Go through the entries below. Copy out every line that contains "this".

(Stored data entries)
:::::

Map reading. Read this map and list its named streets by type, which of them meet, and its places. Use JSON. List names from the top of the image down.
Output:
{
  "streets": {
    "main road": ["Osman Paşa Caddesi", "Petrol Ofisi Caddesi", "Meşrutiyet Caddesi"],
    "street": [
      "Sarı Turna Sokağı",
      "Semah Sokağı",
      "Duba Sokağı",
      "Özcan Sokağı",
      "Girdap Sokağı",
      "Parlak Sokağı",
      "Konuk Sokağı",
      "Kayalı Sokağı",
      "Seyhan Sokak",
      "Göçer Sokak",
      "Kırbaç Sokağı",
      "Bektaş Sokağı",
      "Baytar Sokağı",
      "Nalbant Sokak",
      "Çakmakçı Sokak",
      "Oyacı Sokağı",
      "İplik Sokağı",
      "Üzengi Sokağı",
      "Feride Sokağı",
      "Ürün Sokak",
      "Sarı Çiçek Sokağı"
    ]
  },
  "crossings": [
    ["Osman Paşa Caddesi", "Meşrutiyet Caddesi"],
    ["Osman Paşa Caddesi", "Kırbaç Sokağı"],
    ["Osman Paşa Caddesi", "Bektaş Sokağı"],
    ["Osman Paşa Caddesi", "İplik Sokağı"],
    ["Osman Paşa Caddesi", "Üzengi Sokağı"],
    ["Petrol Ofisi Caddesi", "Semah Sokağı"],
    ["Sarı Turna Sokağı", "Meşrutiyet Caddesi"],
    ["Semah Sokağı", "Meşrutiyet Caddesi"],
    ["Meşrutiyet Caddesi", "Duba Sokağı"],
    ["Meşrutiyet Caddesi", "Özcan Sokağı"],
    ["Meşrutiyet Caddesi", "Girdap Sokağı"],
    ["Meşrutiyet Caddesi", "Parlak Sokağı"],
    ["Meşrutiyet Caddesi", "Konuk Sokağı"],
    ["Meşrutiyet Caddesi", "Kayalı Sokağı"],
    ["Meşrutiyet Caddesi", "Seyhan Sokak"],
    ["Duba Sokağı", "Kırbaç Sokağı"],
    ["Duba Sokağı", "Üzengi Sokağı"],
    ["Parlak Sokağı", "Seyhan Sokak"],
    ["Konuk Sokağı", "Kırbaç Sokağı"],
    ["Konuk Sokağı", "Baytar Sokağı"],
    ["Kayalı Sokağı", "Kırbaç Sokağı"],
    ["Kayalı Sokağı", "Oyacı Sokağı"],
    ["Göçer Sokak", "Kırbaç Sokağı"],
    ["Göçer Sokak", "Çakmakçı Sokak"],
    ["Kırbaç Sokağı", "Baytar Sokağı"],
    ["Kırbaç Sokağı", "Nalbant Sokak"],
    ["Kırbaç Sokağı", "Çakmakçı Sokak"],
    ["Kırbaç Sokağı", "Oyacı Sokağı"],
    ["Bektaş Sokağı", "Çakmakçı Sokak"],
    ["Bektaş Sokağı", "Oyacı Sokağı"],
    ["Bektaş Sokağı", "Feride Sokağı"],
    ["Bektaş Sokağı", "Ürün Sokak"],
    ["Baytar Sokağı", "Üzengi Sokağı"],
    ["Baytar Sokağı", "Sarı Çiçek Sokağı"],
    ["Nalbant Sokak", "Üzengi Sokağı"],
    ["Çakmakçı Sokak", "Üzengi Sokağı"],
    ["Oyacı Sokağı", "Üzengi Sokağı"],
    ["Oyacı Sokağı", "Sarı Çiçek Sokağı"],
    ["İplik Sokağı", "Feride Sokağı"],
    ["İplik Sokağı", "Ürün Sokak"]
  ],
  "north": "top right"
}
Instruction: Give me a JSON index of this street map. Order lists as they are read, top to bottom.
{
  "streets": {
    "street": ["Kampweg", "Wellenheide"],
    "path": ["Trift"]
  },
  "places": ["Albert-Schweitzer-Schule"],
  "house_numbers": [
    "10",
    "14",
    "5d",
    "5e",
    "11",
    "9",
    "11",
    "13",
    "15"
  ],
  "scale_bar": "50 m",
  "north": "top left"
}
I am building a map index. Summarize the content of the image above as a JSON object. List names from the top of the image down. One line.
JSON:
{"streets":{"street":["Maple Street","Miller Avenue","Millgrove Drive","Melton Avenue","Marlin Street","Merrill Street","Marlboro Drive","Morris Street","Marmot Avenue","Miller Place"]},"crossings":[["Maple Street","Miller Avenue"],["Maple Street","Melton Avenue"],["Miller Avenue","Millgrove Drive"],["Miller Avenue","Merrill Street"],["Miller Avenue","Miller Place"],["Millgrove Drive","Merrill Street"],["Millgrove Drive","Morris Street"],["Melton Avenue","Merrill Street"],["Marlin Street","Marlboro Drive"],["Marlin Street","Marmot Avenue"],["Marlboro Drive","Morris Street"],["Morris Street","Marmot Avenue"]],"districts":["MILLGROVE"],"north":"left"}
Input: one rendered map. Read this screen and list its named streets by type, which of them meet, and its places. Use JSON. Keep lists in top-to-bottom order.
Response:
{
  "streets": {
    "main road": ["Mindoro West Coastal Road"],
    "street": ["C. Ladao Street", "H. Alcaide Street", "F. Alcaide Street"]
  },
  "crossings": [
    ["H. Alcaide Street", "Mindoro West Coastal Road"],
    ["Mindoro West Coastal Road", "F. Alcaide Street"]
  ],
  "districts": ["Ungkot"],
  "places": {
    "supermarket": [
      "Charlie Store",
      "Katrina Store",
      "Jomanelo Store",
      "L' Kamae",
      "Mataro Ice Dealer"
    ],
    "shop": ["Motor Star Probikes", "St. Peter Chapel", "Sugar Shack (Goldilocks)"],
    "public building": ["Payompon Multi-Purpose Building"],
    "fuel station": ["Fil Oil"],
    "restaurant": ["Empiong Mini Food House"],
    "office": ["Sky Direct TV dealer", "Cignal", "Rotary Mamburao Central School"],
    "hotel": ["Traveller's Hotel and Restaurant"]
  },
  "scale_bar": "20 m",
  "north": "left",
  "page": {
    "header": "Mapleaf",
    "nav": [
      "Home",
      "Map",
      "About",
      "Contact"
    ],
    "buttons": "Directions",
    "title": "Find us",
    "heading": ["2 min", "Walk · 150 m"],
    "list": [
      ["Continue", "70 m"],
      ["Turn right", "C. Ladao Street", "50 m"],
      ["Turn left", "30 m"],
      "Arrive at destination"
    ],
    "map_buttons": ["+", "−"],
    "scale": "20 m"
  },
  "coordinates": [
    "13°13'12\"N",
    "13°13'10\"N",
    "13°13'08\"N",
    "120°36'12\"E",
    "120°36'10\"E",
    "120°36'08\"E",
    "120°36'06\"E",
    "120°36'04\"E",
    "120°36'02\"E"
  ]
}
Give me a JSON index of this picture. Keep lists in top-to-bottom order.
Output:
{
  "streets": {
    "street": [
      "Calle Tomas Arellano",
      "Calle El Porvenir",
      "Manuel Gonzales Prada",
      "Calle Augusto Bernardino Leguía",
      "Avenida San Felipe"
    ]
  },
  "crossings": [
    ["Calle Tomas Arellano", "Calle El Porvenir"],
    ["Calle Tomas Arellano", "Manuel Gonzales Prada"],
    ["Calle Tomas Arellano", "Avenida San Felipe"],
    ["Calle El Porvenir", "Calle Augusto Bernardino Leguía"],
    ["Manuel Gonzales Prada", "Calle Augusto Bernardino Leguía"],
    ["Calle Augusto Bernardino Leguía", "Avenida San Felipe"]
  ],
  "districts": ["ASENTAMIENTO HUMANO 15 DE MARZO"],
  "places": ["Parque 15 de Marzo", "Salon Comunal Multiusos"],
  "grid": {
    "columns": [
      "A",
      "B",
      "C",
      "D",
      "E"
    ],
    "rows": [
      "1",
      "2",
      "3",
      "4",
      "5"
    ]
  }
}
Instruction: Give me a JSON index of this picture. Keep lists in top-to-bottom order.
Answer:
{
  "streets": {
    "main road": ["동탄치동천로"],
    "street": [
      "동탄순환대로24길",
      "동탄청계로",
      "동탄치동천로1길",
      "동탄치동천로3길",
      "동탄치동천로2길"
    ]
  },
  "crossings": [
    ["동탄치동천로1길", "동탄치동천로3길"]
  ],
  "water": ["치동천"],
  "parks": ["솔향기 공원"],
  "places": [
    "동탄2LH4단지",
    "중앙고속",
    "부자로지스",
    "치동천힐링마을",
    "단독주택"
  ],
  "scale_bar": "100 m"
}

:::::

Reply to the exercise >>
Map reading. Read this map and list its named streets by type, which of them meet, and its places. Use JSON. List names from the top of the image down.
Instruction: Give me a JSON index of this street map. Order lists as they are read, top to bottom.
Input: one rendered map. Read this screen and list its named streets by type, which of them meet, and its places. Use JSON. Keep lists in top-to-bottom order.
Give me a JSON index of this picture. Keep lists in top-to-bottom order.
Instruction: Give me a JSON index of this picture. Keep lists in top-to-bottom order.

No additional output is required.